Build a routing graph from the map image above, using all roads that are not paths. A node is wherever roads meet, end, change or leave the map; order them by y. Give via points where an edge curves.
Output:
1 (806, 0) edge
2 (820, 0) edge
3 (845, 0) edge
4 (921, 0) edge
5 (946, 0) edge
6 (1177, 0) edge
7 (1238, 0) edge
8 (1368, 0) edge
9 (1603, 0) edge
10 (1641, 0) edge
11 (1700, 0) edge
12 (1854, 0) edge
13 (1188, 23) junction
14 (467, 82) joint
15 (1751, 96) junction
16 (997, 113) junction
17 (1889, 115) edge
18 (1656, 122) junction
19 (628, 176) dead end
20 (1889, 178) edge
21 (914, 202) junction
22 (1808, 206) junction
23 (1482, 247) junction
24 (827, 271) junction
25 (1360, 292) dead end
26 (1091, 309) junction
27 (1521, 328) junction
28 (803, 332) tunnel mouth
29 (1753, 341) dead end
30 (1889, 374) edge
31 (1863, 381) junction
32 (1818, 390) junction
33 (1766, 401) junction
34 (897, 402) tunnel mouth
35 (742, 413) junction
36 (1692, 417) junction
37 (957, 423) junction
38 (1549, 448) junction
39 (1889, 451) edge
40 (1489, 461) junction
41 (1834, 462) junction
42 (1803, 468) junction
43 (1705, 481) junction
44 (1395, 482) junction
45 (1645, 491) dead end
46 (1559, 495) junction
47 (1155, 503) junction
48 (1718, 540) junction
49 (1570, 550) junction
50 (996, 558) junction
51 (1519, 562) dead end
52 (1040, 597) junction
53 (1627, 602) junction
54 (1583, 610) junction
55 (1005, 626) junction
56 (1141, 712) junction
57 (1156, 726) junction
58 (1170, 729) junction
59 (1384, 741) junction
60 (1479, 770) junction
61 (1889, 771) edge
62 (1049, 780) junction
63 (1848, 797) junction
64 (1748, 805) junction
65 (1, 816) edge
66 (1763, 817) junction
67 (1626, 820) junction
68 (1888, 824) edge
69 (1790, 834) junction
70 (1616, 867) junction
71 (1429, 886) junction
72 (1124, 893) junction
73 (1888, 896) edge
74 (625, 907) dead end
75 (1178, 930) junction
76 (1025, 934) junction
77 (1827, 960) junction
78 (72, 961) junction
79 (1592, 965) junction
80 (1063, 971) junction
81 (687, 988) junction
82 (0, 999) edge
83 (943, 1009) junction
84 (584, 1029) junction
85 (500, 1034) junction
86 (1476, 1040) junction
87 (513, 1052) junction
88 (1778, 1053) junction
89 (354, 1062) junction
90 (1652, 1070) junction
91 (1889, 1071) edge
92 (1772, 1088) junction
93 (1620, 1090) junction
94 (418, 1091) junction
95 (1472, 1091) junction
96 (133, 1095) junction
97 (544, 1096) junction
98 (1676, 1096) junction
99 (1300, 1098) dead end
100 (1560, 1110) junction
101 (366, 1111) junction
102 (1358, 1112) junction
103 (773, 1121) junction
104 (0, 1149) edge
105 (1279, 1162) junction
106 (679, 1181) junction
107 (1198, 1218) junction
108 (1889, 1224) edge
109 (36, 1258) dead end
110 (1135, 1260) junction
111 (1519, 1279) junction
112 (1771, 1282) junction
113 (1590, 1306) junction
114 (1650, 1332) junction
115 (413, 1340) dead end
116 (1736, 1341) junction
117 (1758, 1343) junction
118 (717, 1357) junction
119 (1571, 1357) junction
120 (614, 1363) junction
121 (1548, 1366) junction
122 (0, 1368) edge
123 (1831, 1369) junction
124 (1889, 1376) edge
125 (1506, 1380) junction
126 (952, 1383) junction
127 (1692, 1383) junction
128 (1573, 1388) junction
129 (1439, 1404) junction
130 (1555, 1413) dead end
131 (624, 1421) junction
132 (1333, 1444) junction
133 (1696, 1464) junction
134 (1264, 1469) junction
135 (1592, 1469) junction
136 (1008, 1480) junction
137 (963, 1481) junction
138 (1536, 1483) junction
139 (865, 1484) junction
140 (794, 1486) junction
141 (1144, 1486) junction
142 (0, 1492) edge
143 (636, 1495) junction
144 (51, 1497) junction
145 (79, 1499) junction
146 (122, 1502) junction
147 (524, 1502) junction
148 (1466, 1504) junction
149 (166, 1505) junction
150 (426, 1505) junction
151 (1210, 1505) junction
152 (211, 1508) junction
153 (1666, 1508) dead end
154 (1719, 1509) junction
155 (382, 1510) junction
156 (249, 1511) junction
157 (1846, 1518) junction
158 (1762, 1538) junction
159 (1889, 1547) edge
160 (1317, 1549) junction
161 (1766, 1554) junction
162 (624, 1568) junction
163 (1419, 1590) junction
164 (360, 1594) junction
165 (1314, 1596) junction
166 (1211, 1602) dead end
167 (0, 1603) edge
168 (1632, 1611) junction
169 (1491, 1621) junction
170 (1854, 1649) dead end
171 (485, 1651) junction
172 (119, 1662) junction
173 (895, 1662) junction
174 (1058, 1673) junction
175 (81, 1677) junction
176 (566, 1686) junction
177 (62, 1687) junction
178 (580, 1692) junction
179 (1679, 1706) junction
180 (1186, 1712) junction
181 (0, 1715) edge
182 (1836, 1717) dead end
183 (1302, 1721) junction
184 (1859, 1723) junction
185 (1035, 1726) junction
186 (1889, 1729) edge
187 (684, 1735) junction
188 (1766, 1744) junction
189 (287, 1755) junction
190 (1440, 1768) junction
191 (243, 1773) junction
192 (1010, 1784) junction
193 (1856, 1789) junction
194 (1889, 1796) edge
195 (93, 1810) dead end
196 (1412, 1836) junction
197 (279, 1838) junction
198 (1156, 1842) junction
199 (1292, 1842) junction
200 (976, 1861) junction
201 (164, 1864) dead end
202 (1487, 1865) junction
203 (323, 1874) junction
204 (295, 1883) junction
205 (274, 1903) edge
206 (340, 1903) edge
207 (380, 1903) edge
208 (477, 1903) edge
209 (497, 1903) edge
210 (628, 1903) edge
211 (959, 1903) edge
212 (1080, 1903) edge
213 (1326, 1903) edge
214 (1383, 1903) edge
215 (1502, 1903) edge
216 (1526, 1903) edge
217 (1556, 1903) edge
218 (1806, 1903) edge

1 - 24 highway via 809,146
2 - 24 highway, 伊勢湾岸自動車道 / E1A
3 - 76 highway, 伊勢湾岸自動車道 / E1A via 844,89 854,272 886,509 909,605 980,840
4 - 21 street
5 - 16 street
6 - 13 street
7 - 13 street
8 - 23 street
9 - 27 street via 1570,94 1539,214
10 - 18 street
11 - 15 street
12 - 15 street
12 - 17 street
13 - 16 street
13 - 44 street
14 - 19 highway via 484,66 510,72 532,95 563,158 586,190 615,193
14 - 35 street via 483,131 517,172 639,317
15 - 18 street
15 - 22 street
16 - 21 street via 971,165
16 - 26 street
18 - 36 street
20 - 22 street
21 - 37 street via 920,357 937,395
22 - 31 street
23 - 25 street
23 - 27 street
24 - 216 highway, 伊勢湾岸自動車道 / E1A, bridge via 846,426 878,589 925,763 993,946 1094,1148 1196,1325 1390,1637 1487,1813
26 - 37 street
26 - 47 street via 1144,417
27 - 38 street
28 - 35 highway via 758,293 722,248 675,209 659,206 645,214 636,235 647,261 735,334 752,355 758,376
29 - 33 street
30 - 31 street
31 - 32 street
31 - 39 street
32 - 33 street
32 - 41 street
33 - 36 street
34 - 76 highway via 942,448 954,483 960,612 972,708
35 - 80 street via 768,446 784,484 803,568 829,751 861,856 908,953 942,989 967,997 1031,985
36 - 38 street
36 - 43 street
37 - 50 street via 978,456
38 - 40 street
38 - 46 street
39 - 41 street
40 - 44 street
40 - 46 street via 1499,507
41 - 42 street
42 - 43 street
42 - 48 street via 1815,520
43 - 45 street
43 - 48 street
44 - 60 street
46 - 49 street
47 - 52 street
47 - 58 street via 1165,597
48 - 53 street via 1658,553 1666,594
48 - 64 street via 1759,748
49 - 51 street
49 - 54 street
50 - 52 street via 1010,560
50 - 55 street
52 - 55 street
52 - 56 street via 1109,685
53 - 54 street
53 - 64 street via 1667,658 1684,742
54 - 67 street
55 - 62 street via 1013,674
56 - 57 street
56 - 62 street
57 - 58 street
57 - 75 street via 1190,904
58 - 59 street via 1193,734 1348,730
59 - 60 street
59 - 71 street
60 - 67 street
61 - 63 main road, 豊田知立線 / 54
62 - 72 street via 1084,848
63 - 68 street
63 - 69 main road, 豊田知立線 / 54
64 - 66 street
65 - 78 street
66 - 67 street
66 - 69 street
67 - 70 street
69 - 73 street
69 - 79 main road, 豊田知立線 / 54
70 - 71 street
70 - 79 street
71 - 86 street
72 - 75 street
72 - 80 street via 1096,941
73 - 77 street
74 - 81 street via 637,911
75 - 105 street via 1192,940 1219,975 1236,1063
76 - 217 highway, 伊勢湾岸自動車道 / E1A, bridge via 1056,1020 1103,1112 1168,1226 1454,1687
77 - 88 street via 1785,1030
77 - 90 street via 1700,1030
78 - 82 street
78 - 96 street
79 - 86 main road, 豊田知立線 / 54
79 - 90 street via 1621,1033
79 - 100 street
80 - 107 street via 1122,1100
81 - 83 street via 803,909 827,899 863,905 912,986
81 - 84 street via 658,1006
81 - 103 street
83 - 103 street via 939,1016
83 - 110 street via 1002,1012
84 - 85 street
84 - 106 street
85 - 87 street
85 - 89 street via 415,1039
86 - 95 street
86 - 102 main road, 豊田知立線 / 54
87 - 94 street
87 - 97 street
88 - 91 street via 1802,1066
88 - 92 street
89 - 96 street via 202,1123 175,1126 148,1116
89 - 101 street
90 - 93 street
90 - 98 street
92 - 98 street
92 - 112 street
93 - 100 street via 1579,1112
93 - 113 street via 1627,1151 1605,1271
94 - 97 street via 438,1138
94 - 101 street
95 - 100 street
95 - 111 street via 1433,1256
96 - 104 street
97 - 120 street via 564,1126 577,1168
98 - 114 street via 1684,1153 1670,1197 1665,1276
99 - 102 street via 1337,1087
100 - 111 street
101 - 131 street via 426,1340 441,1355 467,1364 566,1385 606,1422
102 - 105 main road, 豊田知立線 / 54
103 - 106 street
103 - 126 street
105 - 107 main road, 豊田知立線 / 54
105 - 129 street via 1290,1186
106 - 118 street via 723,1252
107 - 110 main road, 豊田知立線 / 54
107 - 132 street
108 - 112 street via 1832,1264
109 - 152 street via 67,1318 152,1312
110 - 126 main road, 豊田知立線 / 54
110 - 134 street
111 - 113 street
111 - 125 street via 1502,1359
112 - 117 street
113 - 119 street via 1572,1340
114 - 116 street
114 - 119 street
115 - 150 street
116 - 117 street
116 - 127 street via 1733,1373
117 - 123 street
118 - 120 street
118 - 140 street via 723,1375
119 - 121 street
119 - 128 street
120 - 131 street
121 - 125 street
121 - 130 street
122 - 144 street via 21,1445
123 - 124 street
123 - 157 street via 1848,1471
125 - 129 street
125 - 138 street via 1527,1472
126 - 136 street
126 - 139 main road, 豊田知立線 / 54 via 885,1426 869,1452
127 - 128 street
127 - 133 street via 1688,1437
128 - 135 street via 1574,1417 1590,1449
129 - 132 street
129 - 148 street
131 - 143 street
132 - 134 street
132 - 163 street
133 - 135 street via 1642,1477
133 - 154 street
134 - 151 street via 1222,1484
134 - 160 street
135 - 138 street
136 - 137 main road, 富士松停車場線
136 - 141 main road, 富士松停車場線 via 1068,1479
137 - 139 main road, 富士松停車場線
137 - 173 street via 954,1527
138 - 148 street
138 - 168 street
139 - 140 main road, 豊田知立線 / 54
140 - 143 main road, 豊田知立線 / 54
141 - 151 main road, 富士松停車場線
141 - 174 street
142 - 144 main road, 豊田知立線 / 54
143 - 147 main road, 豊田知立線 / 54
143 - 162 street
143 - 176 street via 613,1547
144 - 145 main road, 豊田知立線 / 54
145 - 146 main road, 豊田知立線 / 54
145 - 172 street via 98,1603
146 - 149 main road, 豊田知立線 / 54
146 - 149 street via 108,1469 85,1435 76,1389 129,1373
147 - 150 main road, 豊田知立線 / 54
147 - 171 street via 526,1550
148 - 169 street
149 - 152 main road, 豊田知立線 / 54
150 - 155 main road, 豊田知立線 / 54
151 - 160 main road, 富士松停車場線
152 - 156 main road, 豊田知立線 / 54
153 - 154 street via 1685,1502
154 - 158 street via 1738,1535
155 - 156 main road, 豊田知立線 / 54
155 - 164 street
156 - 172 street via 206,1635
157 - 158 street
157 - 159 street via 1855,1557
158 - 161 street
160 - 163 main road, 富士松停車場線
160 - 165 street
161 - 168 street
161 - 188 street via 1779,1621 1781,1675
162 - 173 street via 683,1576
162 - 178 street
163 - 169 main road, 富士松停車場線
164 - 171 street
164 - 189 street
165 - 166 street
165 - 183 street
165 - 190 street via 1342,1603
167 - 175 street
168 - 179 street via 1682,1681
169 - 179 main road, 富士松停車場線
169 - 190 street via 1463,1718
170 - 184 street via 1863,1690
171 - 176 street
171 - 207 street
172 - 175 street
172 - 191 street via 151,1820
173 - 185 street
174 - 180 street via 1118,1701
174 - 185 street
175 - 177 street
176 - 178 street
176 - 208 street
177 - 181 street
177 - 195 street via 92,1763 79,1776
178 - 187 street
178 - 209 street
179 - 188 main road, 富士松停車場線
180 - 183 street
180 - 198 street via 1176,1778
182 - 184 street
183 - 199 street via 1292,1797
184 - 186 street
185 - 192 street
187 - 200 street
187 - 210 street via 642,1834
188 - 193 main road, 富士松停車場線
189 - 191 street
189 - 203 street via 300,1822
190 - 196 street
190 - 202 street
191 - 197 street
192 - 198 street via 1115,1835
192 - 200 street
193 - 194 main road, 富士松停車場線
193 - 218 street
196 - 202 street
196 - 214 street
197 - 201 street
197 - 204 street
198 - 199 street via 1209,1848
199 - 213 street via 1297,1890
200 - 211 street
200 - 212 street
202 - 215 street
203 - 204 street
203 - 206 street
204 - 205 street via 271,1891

→ YOUR ASSIGNMENT
Please copy each line of the material that has the string "bridge" somewhere in it.

→ TASK RESPONSE
24 - 216 highway, 伊勢湾岸自動車道 / E1A, bridge via 846,426 878,589 925,763 993,946 1094,1148 1196,1325 1390,1637 1487,1813
76 - 217 highway, 伊勢湾岸自動車道 / E1A, bridge via 1056,1020 1103,1112 1168,1226 1454,1687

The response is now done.